(Data listing Opens)

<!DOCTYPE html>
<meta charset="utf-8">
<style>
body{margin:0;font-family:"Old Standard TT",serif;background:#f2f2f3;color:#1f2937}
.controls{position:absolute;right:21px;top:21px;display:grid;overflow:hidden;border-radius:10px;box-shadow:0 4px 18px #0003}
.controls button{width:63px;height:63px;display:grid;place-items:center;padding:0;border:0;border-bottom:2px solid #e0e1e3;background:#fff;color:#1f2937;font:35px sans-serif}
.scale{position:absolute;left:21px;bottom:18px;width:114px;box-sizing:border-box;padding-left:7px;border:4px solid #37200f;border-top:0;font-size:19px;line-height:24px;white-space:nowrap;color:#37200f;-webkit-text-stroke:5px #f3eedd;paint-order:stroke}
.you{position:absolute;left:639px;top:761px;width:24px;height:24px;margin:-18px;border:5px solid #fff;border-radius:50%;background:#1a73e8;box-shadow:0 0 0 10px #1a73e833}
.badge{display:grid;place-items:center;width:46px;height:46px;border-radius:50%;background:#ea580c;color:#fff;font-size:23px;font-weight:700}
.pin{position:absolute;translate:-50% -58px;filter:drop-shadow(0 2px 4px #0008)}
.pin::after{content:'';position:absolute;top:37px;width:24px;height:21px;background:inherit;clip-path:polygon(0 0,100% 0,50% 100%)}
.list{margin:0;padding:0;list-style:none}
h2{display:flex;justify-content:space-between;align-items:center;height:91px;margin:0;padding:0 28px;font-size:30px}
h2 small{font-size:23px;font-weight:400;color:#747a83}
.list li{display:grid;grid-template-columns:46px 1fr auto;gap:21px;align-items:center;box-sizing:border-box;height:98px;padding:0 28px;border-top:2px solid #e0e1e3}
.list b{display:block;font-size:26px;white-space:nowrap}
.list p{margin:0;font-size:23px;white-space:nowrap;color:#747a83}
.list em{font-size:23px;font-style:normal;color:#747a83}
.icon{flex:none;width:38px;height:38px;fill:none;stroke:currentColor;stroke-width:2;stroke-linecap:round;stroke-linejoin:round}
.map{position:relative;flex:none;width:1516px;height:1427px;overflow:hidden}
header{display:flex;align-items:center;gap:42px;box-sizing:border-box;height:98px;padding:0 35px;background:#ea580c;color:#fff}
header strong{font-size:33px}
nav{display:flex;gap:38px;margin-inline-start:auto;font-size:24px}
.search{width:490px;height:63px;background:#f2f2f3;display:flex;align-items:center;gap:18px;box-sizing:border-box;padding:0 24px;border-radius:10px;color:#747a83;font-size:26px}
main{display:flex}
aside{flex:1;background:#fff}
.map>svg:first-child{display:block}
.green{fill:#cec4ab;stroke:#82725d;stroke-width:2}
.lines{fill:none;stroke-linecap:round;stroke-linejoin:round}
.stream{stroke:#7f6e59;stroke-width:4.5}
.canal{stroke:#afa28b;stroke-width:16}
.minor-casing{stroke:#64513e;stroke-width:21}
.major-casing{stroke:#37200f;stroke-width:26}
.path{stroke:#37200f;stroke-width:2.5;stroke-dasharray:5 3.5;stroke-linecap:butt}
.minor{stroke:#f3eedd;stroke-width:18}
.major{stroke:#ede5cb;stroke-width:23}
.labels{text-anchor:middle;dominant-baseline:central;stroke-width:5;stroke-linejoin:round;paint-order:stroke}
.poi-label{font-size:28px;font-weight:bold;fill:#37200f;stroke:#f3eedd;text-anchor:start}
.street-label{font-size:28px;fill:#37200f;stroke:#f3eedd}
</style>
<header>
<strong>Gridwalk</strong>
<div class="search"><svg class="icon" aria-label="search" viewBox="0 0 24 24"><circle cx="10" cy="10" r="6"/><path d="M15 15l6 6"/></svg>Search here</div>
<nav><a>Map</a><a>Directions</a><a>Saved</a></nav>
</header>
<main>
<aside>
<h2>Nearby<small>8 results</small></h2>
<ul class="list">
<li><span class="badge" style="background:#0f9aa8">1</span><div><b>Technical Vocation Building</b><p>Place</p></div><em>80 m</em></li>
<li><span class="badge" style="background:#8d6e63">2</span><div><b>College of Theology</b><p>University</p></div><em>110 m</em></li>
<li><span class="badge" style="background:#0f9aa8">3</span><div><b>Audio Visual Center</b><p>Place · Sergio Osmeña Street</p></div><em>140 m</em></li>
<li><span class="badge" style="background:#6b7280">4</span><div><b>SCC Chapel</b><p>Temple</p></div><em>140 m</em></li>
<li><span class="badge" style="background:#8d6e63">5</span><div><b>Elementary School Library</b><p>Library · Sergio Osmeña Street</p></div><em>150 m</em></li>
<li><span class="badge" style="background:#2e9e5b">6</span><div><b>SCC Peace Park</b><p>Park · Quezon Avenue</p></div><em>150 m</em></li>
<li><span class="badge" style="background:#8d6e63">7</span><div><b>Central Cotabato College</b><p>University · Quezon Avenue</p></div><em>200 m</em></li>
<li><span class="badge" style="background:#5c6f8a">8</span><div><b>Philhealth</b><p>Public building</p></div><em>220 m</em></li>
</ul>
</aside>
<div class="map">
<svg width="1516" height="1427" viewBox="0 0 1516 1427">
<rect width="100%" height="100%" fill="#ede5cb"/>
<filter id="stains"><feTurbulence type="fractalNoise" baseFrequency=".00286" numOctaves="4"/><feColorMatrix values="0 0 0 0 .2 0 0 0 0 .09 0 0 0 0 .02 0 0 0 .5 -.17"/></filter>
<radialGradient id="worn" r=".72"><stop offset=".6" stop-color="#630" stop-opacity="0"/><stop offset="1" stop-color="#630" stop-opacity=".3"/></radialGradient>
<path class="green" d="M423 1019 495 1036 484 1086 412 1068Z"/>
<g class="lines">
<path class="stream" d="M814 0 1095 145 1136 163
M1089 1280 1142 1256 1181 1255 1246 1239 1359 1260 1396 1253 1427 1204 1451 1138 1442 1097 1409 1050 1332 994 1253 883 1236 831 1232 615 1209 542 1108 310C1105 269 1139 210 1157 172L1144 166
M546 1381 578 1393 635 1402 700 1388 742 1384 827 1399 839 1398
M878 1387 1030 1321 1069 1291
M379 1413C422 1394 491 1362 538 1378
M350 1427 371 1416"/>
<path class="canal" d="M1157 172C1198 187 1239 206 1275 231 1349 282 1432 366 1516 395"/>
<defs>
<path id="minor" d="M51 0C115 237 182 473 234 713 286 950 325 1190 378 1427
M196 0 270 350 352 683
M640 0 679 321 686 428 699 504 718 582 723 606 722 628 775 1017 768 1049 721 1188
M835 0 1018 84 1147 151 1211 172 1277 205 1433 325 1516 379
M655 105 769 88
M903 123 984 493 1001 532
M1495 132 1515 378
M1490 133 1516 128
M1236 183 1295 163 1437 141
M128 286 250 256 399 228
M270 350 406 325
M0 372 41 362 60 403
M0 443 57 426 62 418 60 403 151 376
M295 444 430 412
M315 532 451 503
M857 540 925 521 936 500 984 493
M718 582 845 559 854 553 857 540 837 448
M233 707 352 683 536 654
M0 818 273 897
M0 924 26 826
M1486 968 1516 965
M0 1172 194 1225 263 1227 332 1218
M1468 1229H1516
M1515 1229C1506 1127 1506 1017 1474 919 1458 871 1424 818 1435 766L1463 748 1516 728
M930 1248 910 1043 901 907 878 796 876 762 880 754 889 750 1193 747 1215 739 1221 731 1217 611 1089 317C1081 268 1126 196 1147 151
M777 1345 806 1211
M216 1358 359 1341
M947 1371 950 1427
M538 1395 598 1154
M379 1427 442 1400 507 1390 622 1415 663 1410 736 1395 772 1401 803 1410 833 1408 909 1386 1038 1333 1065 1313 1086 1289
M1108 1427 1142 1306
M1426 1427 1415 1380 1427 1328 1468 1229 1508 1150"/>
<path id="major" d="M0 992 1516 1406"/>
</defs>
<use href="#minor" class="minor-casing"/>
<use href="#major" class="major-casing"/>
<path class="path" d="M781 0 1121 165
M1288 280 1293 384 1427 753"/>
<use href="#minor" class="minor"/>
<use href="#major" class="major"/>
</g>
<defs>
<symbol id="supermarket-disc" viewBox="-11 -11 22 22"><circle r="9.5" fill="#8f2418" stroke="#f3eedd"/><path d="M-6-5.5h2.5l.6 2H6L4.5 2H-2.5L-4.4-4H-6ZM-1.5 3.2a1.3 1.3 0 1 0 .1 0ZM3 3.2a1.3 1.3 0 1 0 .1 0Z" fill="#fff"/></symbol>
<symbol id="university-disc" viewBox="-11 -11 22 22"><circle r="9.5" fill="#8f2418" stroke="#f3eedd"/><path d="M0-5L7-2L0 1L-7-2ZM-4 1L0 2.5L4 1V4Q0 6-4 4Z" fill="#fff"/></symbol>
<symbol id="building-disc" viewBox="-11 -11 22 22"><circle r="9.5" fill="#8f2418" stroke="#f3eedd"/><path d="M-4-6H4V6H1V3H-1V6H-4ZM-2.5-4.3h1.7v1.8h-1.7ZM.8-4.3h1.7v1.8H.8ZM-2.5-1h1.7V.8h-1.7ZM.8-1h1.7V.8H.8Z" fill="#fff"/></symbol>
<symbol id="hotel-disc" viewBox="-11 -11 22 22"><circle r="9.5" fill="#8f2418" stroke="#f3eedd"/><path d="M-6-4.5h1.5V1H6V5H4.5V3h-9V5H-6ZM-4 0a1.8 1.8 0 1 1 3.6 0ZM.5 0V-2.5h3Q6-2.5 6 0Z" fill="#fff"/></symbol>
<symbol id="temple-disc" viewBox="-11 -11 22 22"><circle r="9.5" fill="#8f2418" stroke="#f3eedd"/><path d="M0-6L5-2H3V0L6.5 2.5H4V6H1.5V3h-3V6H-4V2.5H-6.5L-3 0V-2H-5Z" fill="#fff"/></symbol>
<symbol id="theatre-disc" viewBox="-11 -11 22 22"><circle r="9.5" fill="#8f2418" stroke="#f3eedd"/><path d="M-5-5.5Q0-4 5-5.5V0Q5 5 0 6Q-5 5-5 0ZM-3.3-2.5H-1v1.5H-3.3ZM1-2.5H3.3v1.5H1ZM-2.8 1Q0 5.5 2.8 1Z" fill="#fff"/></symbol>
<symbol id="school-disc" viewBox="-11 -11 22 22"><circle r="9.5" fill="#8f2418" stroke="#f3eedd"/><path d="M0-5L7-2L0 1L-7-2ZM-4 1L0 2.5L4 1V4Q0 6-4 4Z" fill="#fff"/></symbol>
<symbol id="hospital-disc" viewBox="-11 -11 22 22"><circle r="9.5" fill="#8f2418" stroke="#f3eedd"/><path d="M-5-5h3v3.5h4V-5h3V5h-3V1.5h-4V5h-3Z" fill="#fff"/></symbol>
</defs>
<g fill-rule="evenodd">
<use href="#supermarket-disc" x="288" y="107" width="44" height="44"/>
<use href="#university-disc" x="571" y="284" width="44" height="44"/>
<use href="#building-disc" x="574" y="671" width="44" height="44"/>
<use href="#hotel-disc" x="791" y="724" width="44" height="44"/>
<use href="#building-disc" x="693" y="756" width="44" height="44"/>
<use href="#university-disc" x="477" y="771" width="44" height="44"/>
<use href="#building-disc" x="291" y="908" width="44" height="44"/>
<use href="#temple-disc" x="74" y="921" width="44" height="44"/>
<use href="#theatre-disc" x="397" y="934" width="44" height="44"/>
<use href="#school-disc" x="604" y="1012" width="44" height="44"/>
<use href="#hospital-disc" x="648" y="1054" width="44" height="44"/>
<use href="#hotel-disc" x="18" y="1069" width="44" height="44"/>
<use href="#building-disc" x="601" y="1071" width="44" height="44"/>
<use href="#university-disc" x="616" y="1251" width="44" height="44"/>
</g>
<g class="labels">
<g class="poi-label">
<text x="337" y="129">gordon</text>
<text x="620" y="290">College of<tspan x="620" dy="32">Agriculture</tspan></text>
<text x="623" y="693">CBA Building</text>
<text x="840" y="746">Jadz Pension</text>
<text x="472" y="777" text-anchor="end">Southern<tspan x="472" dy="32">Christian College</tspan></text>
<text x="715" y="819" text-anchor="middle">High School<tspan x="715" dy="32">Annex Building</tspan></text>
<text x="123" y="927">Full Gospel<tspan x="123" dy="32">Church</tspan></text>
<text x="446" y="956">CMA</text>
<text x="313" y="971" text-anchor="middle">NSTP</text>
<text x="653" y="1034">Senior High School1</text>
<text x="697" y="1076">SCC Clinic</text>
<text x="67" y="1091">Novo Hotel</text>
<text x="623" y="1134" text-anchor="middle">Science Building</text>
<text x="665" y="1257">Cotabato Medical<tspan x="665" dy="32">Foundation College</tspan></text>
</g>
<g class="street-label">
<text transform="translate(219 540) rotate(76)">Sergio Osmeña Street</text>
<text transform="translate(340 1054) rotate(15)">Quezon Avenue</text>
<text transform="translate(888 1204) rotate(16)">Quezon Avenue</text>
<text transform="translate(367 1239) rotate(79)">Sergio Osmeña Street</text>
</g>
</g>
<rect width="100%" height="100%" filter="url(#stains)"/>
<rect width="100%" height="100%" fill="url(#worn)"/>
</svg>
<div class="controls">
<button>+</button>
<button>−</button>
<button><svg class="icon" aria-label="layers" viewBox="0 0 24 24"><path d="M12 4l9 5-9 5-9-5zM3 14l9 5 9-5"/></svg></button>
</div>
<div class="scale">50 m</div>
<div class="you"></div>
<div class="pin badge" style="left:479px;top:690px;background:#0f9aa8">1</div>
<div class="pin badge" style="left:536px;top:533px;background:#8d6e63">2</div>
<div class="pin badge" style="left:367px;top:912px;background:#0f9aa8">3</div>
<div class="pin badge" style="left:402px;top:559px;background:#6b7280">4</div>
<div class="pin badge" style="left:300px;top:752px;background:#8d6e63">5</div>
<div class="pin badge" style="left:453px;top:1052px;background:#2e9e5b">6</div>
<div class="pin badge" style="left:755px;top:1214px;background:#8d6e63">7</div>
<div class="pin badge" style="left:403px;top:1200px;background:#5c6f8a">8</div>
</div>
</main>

(Data listing Closes)

Action item ▸
Pull each line that includes the word "solid" out of the material above.

The answer ▸
.controls button{width:63px;height:63px;display:grid;place-items:center;padding:0;border:0;border-bottom:2px solid #e0e1e3;background:#fff;color:#1f2937;font:35px sans-serif}
.scale{position:absolute;left:21px;bottom:18px;width:114px;box-sizing:border-box;padding-left:7px;border:4px solid #37200f;border-top:0;font-size:19px;line-height:24px;white-space:nowrap;color:#37200f;-webkit-text-stroke:5px #f3eedd;paint-order:stroke}
.you{position:absolute;left:639px;top:761px;width:24px;height:24px;margin:-18px;border:5px solid #fff;border-radius:50%;background:#1a73e8;box-shadow:0 0 0 10px #1a73e833}
.list li{display:grid;grid-template-columns:46px 1fr auto;gap:21px;align-items:center;box-sizing:border-box;height:98px;padding:0 28px;border-top:2px solid #e0e1e3}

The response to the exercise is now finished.